Tube size issues - double ended tubes

Katysax

Active Member
The rear wheel of my Veego semi fat is a real pain to remove. It’s not feasible to remove it to replace a tube on the road. I am an experienced cyclist who has ridden thousands of miles. I’ve gone long stretches without a flat but I’ve had a day with five flats. I commuted to work for years on a bike with mr tuffy liners and never got a flat on it until I took it out tooling around on a bike path. Sooner or later a flat will happen. My bike has 20x3 wheels. The tubes are currently protected with slime. I carry a patch kit and a 20x3 tube. But patching does not always work.

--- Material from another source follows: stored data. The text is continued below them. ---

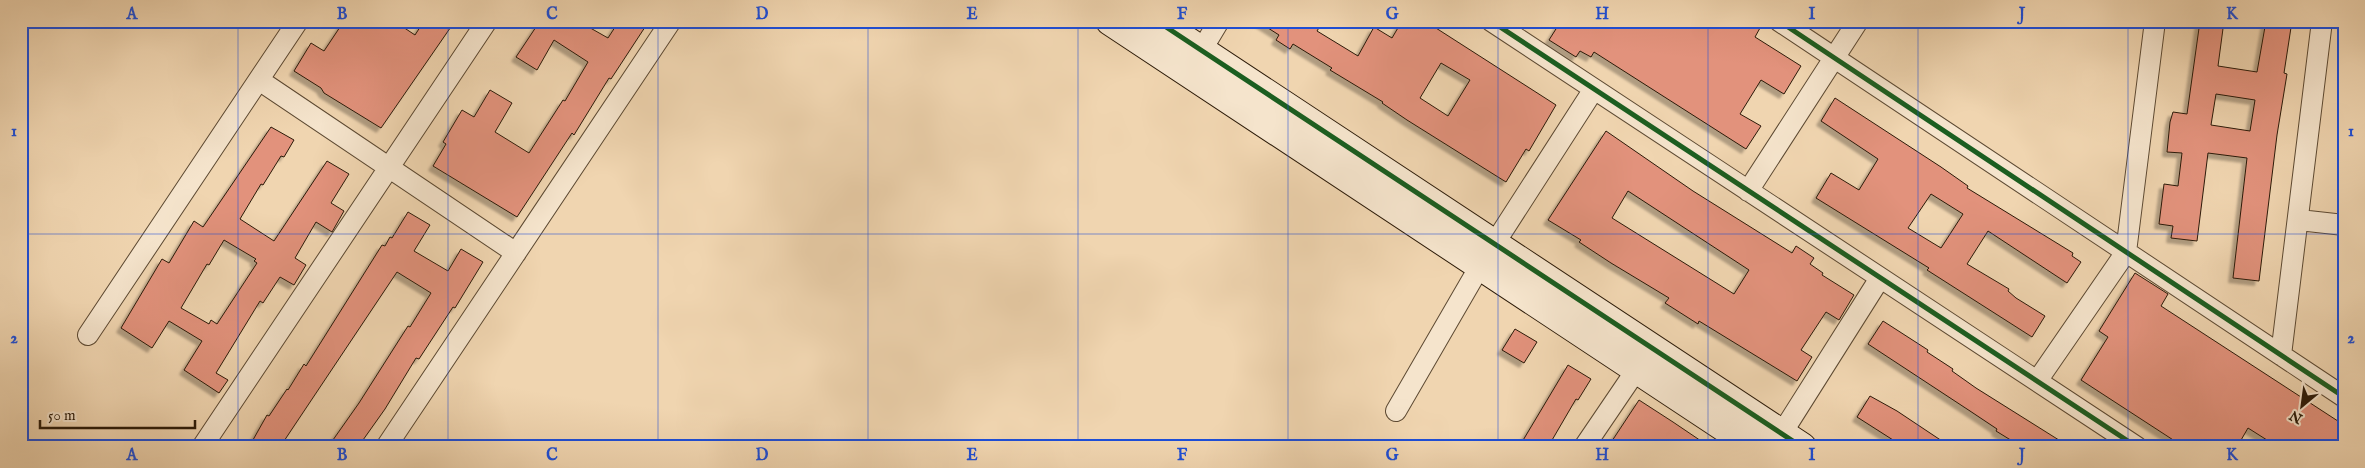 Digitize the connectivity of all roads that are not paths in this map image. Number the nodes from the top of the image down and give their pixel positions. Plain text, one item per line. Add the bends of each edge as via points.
1 (298, 21) edge
2 (487, 21) edge
3 (671, 21) edge
4 (1110, 21) edge
5 (1157, 21) edge
6 (1220, 21) edge
7 (1491, 21) edge
8 (1779, 21) edge
9 (1858, 21) edge
10 (2155, 21) edge
11 (2322, 21) edge
12 (1201, 51) junction
13 (1834, 58) junction
14 (258, 80) junction
15 (1594, 90) junction
16 (389, 167) junction
17 (1748, 191) junction
18 (2299, 220) junction
19 (2344, 225) edge
20 (1495, 243) junction
21 (2126, 252) junction
22 (516, 253) junction
23 (1480, 266) junction
24 (1880, 278) junction
25 (88, 335) dead end
26 (2281, 355) junction
27 (1638, 369) junction
28 (2037, 381) junction
29 (2344, 397) edge
30 (1396, 411) dead end
31 (1792, 440) edge
32 (202, 447) edge
33 (386, 447) edge
34 (1584, 447) edge
35 (1754, 447) edge
36 (2137, 447) edge

1 - 14 street
2 - 16 street
3 - 22 street
4 - 23 street
5 - 12 street
6 - 12 street
7 - 15 street
8 - 13 street
9 - 13 street
10 - 21 street
11 - 18 street
12 - 20 street
13 - 17 street
13 - 21 street
14 - 16 street
14 - 25 street
15 - 17 street
15 - 20 street
16 - 22 street
16 - 32 street
17 - 24 street
18 - 19 street
18 - 26 street
20 - 23 street
20 - 31 street
21 - 26 street
21 - 28 street
22 - 33 street
23 - 27 street
23 - 30 street
24 - 28 street
24 - 31 street
26 - 29 street
27 - 34 street
27 - 35 street
28 - 36 street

I’m thinking I’d like to try a Gaadi tube or the Huffy Quick Change tube. Unfortunately the only 20 inch tube fits 20x2.1. I’m thinking of getting one anyway. Over the years I’ve used various odd sized tubes. It seems to me that a 2.1 tube would pretty easily expand to fit a 3 inch tire. At least I could use it on the road and put back a proper sized tube at home. Feasible?
 
Get the right wheels and go tubeless. Problem solved
I'm interested too in a Gaadi-style tube for 26x4.0 tires. Gaadi doesn't have them. Does anyone else?

And I'm getting into the tubeless conversation late, obviously; how does going tubeless solve the problem?

TT
 
The rear wheel of my Veego semi fat is a real pain to remove. It’s not feasible to remove it to replace a tube on the road. I am an experienced cyclist who has ridden thousands of miles. I’ve gone long stretches without a flat but I’ve had a day with five flats. I commuted to work for years on a bike with mr tuffy liners and never got a flat on it until I took it out tooling around on a bike path. Sooner or later a flat will happen. My bike has 20x3 wheels. The tubes are currently protected with slime. I carry a patch kit and a 20x3 tube. But patching does not always work.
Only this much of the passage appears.